Not only do kids learn a lot, but they are taught not to start a new project until they put the materials they were working on away.  My daughter was always very messy, and I have to wonder if she wouldn’t have been had I sent her to a Montessori school. 

History of Montessori Schools

Maria Montessori started Montessori schools in early 20th Century as a way to train special needs children.  The materials she created were so effective that they were later used with normally intelligent kids. 

What Sets Montessori Schools Apart?

In a Montessori classroom, the main interaction is between the child and the materials, not the teacher and the materials.  At first, the teacher demonstrates to the children the proper use of each set of materials.  Then, the child can take the materials out, place them on a mat and use them as the teacher taught her.  When she is finished, she puts it away before starting another project.  The emphasis is on self-directed learning. 

The Building Blocks of the Classroom

The materials used in a Montessori classroom are built around 5 areas.  1) Practical life skills (folding shirts, tying shoelaces), 2) Sensory (handling geometric shapes, putting blocks into the right holes), 3) language, 4) mathematical (handling sandpaper letters and numbers, counting beads on long chains) and 5) cultural (a broad exposure to many areas of science).  As you can imagine, children learn a great deal with this curriculum – numbers, letters, adding, subtracting, practical life skills, information and more.

Montessori Classroom

Classes are of mixed ages, usually 3 – 6, with the older children helping the younger ones.  Kids are encouraged to work at their own pace and build their own foundation of knowledge.  When they emerge from Montessori, they are organized, respectful of other children’s work, and able to work independently. 

As you can see, Montessori schools have much to offer your child!  But there are more approaches.  Join us tomorrow for progressive schools.


Preschool Series:

Which Preschool is Right for Your Child?

Progressive Schools

Traditional Schools

Combination Schools

Share this article

Tell us about your experiences

3 Responses


Because their was no Montessori preschool in the area when I was raising my three children, I used a progressive preschool for all three, but used a book entitled “Montessori in the Home” to make a set of Montessori materials for use in the home. These were special playthings that were only available to them at times when I could model how to use them and insure that they were either used appropriately or put away. This combination of approaches worked well. All three of the children did well in school, academically and behaviorally. Each one finished college and earned a graduate degree in the field of study they selected. Each has achieved career success and enjoys their work. I love the creativity, curiosity, and love-of-learning that the progressive approach reinforced so well. The Montessori approach taught them the importance of following directions and controlling impulses well enough to be able to channel and effectively use all that creativity in their daily lives and in their school and (later) occupational activities. Preschool children really need both approaches because each one contributes something different to a child’s development.

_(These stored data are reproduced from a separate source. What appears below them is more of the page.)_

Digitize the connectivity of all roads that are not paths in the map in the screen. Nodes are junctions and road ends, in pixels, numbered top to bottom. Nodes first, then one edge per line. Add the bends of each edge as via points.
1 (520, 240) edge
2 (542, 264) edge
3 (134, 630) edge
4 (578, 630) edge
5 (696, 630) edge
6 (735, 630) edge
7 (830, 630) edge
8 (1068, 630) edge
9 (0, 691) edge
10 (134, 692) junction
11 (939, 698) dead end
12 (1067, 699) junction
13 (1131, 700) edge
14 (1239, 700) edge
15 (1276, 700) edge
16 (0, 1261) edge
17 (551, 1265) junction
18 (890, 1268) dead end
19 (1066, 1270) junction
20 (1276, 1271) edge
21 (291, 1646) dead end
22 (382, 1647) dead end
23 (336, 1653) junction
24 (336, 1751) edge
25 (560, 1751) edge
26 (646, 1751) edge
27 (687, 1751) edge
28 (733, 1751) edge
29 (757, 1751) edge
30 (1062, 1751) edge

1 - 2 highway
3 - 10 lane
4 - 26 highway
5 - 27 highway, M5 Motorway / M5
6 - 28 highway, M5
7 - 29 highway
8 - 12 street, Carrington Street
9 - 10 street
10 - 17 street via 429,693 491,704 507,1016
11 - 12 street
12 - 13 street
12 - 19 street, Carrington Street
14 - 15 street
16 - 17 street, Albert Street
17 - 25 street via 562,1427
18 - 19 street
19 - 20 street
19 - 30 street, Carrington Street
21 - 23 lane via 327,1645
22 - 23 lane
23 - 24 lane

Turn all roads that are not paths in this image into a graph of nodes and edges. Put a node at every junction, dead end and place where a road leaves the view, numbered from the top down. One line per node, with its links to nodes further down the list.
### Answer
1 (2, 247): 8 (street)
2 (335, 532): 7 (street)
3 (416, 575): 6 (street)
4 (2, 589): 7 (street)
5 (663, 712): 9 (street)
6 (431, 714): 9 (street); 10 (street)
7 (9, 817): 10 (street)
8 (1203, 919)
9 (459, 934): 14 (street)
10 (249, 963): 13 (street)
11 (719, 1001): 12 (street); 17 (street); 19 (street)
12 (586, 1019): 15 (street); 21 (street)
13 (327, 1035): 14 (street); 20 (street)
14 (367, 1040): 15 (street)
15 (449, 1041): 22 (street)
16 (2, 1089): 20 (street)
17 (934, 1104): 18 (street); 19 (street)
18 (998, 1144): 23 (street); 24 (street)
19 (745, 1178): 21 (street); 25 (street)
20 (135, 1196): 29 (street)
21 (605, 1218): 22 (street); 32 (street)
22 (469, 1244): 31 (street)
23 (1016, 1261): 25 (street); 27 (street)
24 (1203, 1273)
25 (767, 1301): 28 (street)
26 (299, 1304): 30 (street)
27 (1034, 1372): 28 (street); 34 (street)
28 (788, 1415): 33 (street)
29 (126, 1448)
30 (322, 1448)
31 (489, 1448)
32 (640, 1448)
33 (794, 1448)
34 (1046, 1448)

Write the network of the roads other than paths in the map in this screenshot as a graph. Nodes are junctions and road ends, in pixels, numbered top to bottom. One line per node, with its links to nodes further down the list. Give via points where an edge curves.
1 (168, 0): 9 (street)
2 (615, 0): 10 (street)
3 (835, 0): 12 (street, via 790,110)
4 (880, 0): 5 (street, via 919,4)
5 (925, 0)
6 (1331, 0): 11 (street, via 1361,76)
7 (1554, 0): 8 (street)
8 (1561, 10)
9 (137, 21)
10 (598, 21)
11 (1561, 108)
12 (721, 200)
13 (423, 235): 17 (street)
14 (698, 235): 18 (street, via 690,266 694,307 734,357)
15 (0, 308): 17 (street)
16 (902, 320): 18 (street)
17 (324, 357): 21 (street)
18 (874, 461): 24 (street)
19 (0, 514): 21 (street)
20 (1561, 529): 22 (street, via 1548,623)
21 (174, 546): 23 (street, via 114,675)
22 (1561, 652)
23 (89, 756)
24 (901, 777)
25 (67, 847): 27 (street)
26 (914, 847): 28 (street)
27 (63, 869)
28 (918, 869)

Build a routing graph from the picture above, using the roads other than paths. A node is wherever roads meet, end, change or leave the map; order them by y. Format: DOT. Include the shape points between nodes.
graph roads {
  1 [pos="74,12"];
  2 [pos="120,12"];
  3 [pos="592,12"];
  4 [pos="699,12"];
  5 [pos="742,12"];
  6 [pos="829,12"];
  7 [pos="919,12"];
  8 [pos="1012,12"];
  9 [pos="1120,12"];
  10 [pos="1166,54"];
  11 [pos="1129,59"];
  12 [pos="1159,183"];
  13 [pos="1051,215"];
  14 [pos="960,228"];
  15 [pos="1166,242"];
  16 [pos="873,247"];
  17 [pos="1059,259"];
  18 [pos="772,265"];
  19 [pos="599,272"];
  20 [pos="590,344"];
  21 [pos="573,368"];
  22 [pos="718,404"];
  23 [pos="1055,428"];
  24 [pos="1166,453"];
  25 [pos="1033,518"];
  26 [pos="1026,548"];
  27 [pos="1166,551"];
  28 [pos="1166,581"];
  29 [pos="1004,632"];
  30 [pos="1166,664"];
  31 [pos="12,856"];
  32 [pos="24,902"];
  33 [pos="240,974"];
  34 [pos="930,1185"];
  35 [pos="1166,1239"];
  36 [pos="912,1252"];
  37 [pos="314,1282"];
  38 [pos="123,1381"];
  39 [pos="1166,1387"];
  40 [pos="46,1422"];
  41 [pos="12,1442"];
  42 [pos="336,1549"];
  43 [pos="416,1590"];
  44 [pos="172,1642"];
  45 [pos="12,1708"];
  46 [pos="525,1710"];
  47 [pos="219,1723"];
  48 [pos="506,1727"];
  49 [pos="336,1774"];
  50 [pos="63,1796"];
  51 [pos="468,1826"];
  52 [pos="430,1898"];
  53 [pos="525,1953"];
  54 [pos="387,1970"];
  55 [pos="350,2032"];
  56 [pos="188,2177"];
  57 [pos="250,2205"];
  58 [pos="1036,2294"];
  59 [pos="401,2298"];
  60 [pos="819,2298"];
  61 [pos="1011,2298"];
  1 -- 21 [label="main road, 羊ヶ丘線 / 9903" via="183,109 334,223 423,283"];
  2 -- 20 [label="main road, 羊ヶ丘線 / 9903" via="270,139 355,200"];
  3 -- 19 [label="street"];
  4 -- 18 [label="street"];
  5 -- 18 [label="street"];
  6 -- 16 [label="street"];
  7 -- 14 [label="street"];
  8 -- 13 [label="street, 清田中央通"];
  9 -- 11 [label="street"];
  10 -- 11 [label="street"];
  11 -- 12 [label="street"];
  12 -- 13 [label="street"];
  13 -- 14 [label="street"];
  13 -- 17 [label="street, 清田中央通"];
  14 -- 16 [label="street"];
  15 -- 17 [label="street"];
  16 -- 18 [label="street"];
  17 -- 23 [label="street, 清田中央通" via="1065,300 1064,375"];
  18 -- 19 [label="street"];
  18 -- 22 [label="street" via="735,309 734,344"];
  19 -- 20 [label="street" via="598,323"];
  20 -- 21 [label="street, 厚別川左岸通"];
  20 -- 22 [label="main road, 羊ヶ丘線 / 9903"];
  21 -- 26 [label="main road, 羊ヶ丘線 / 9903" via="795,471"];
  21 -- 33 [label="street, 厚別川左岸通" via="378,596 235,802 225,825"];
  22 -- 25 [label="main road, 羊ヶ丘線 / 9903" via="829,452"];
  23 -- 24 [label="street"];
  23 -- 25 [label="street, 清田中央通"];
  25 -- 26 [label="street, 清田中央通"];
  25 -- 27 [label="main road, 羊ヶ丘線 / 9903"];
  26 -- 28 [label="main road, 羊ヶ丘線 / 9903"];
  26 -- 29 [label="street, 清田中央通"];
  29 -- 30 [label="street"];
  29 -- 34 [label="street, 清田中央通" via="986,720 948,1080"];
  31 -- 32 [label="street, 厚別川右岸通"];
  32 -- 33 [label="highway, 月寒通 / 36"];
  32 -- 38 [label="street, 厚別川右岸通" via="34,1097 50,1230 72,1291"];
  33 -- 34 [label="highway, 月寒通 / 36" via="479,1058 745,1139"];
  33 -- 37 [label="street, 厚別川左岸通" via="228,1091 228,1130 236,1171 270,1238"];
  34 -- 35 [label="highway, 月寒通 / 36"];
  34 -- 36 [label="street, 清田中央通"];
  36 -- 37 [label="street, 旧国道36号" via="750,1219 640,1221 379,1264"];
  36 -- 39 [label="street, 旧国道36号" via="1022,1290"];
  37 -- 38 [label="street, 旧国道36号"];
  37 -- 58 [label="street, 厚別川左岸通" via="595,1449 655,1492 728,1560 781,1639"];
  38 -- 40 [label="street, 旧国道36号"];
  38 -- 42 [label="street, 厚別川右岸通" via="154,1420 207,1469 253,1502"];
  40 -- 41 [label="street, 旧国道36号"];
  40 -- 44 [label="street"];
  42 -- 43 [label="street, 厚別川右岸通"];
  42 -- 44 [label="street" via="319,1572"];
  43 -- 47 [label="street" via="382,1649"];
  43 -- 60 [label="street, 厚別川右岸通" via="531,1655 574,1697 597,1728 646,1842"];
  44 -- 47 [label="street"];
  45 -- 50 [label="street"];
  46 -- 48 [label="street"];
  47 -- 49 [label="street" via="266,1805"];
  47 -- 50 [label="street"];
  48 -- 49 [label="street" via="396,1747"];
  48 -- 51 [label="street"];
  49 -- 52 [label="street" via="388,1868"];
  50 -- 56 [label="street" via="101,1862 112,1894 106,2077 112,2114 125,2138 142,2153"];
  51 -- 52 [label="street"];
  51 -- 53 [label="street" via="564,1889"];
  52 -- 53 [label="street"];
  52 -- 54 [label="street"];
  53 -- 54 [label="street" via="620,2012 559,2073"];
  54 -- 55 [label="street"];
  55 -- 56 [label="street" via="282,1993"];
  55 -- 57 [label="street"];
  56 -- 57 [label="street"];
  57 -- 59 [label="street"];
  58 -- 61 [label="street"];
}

What many people don’t know is that Montessori is available all the way through middle school. So if you are looking for a great preschool and an alternative to the mess public education has become, you will find it in Montessori. Montessori elementary programs continue the philosophy of “follow the child” so that children are allowed to learn at their own pace. Mixed age levels allow students to learn from each other. Nobody is ahead or behind. We educate the whole child, fostering their emotional and social development as well as intellectual. Montessori students become global learners, able to get along with others diplomatically and think critically. Concepts all the way through algebra and geometry are taught concretely, in a way that makes sense. All children have an in are love of learning. Public school ignores this and entices children to complete tasks that are developmentally inappropriate through the use of meaningless external rewards and punishment. Montessori nurtures and respects this love of learning
Just a note: the name Montessori is not trademarked. Any school can call themselves at Montessori school. Make sure the school you’re interested in is properly accredited or recognized by AMI, AMS, or another Montessori organization.


Fixes to the article: change word retarded- also it’s Maria Not Marie. The classroom is built around 5 areas-not three: Practical Life, Sensorial, Math, Language, and Cultural Area (culture includes science and geography). The culture part of the curriculum for a 3-6 year old is immensely extensive with the geography work.